The beet "millefeuille" with cashew cream.

One waitperson serviced a busy lunch crowd and did it well.

Our waitperson was efficient but didn't exude a particularly welcoming vibe, but that was OK. The ambiance and our own anticipation made up for it.

The food, when it arrived, was devoured in approximately 5 minutes, and not because we're gluttons; the portions were small. (With the exception of the rather grand-looking bowl of vegetable "noodles" delivered to several other tables, which made us wish we'd ordered that instead.)  My dining partner found his a la carte portobello burger trop salee, though he managed to consume it in its diminutive entirety without further complaint.

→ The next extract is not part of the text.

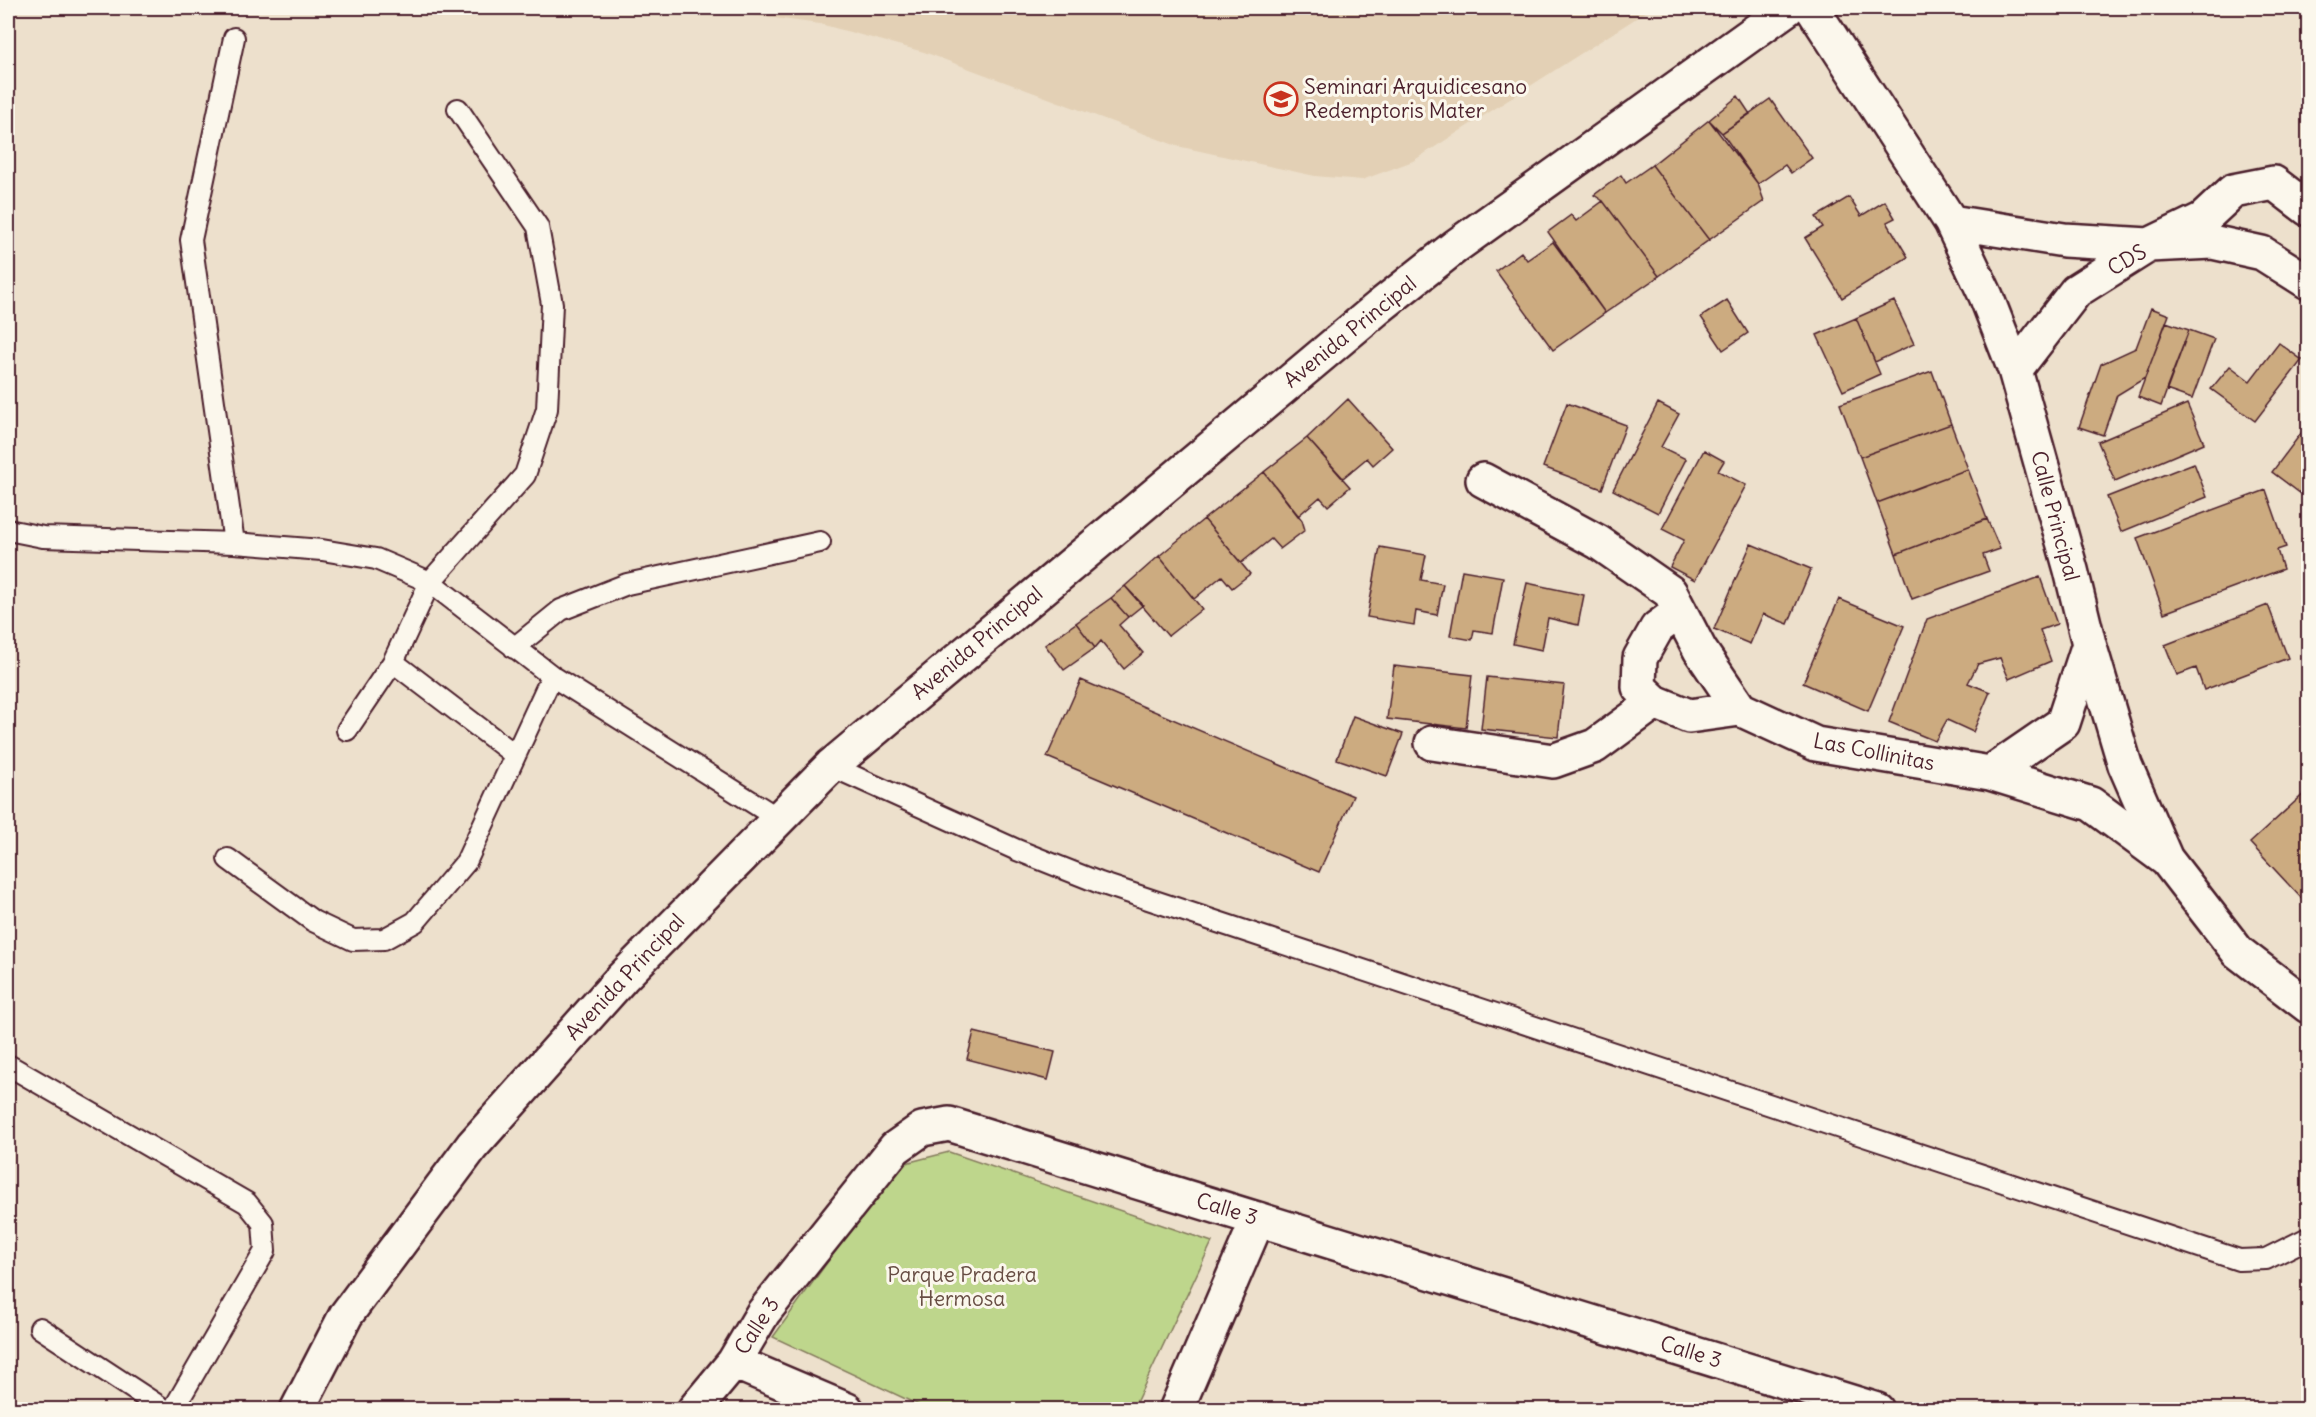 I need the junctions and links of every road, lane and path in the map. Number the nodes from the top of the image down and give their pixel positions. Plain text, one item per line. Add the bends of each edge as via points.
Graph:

I went for the two-course special, which promised a betterave millefeuille avec creme de cajou, and that's exactly what arrived, together with a tasty salad dusted with nut crumbs. I just wish it had been several sizes larger. When we joked about heading around the corner to VG Burger for lunch #2, neither of us was completely sure if the other was serious or not.

Dessert--a lemon tart with a nutty crust--was tasty and different from other raw desserts I've enjoyed, and not just because it was served warm. The filling had the consistency of a pudding, and seemed very "un-raw"--so much so that I asked if it was made, by chance, with soy. I was assured it was made with cashews, and that no soy is used in the restaurant. (I should have known better.)

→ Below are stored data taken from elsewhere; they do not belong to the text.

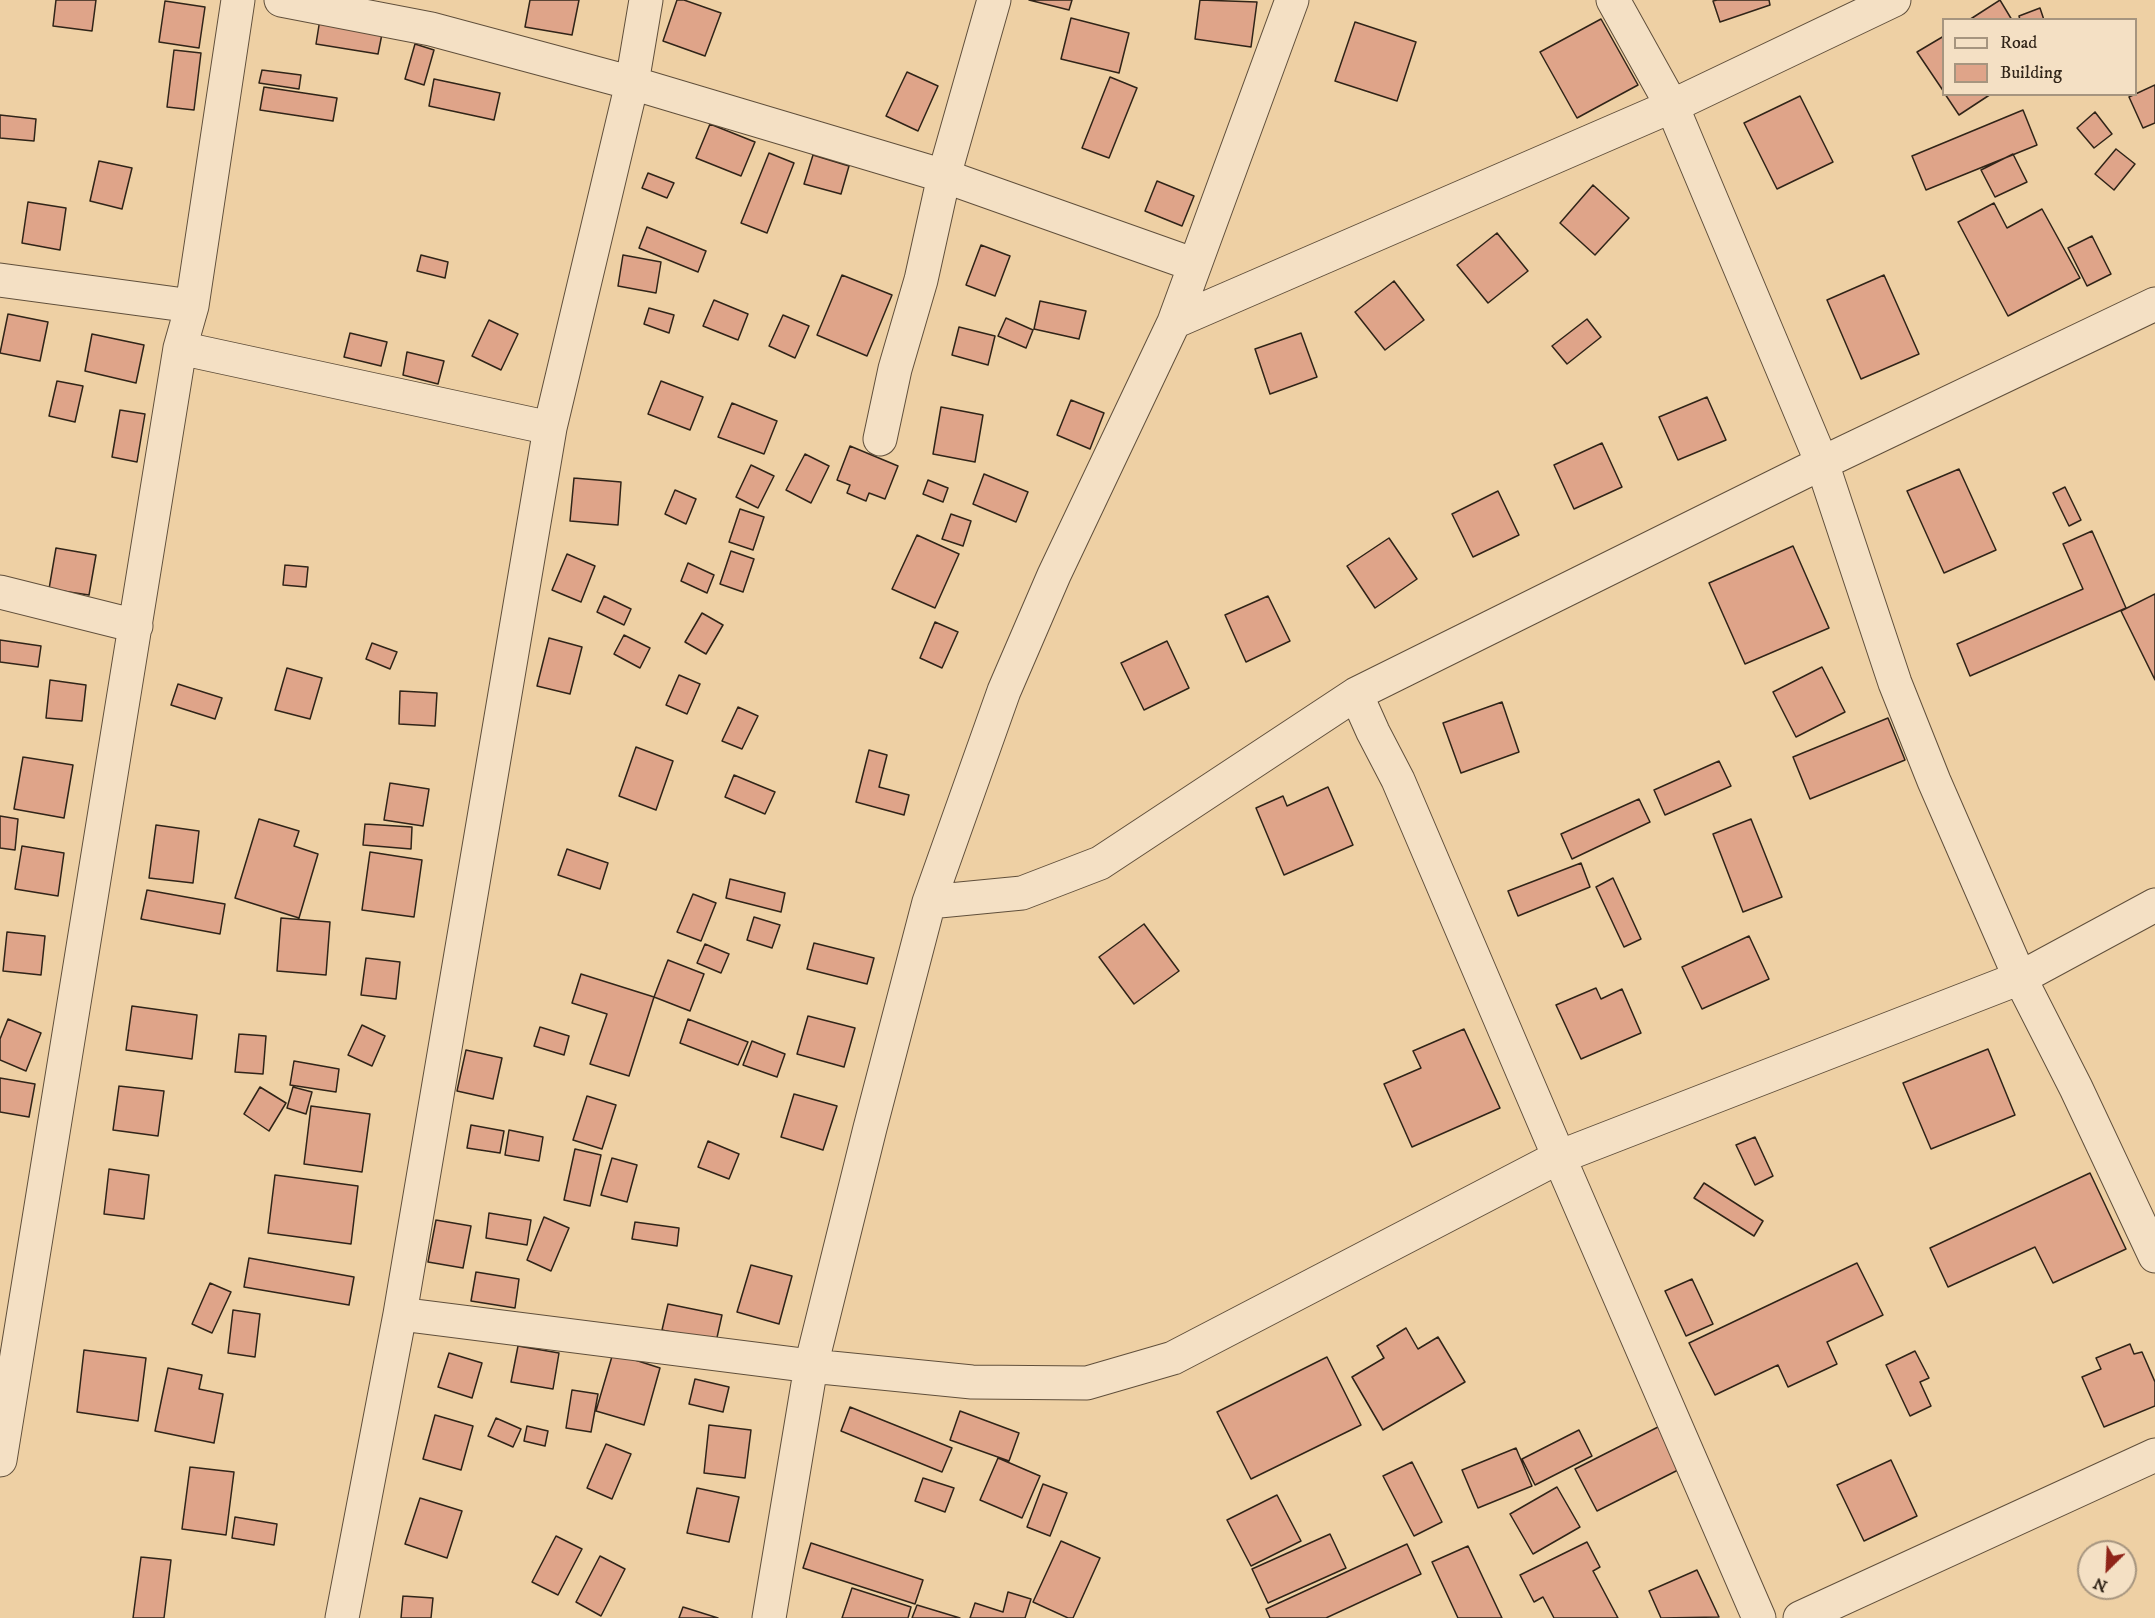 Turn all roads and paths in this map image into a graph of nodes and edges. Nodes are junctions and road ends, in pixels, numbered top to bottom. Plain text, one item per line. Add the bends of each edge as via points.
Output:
1 (238, 0) edge
2 (281, 0) edge
3 (646, 0) edge
4 (994, 0) edge
5 (1292, 0) edge
6 (1613, 0) edge
7 (1894, 0) edge
8 (632, 84) junction
9 (1672, 106) junction
10 (944, 176) junction
11 (1195, 264) junction
12 (0, 280) edge
13 (2155, 304) edge
14 (192, 306) junction
15 (1174, 322) junction
16 (180, 348) junction
17 (550, 428) junction
18 (880, 439) dead end
19 (1821, 463) junction
20 (0, 592) edge
21 (136, 626) junction
22 (1356, 694) junction
23 (929, 902) junction
24 (2155, 906) edge
25 (2020, 978) junction
26 (1559, 1157) junction
27 (2155, 1256) edge
28 (400, 1314) junction
29 (811, 1366) junction
30 (2155, 1455) edge
31 (0, 1460) edge
32 (342, 1618) edge
33 (769, 1618) edge
34 (1759, 1618) edge
35 (1800, 1618) edge

1 - 14 street
2 - 8 street via 431,29
3 - 8 street
4 - 10 street
5 - 11 street
6 - 9 street
7 - 9 street
8 - 10 street
8 - 17 street
9 - 15 street
9 - 19 street
10 - 11 street
10 - 18 street
11 - 15 street
12 - 14 street
13 - 19 street
14 - 16 street
15 - 23 street via 1054,575 1004,691
16 - 17 street
16 - 21 street
17 - 28 street
19 - 22 street
19 - 25 street via 1895,683
20 - 21 street
21 - 31 street
22 - 23 street via 1100,863 1022,893
22 - 26 street via 1398,780
23 - 29 street
24 - 25 street
25 - 26 street
25 - 27 street
26 - 29 street via 1173,1358 1087,1383 972,1382
26 - 34 street
28 - 29 street
28 - 32 street
29 - 33 street
30 - 35 street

The portobello "burger" with kale "chips."

The tarte au citron, which arrived at the table in a very un-raw warm state.

My verdict? Good but not great. Like many raw restaurants, it suffers from the less-is-more-money syndrome, and there are still a few kinks (like over-salted dishes) that need to be worked out in the kitchen. But generally, the food is tasty and I'm excited they're here to give visiting vegans and locals alike more varied dining possibilities.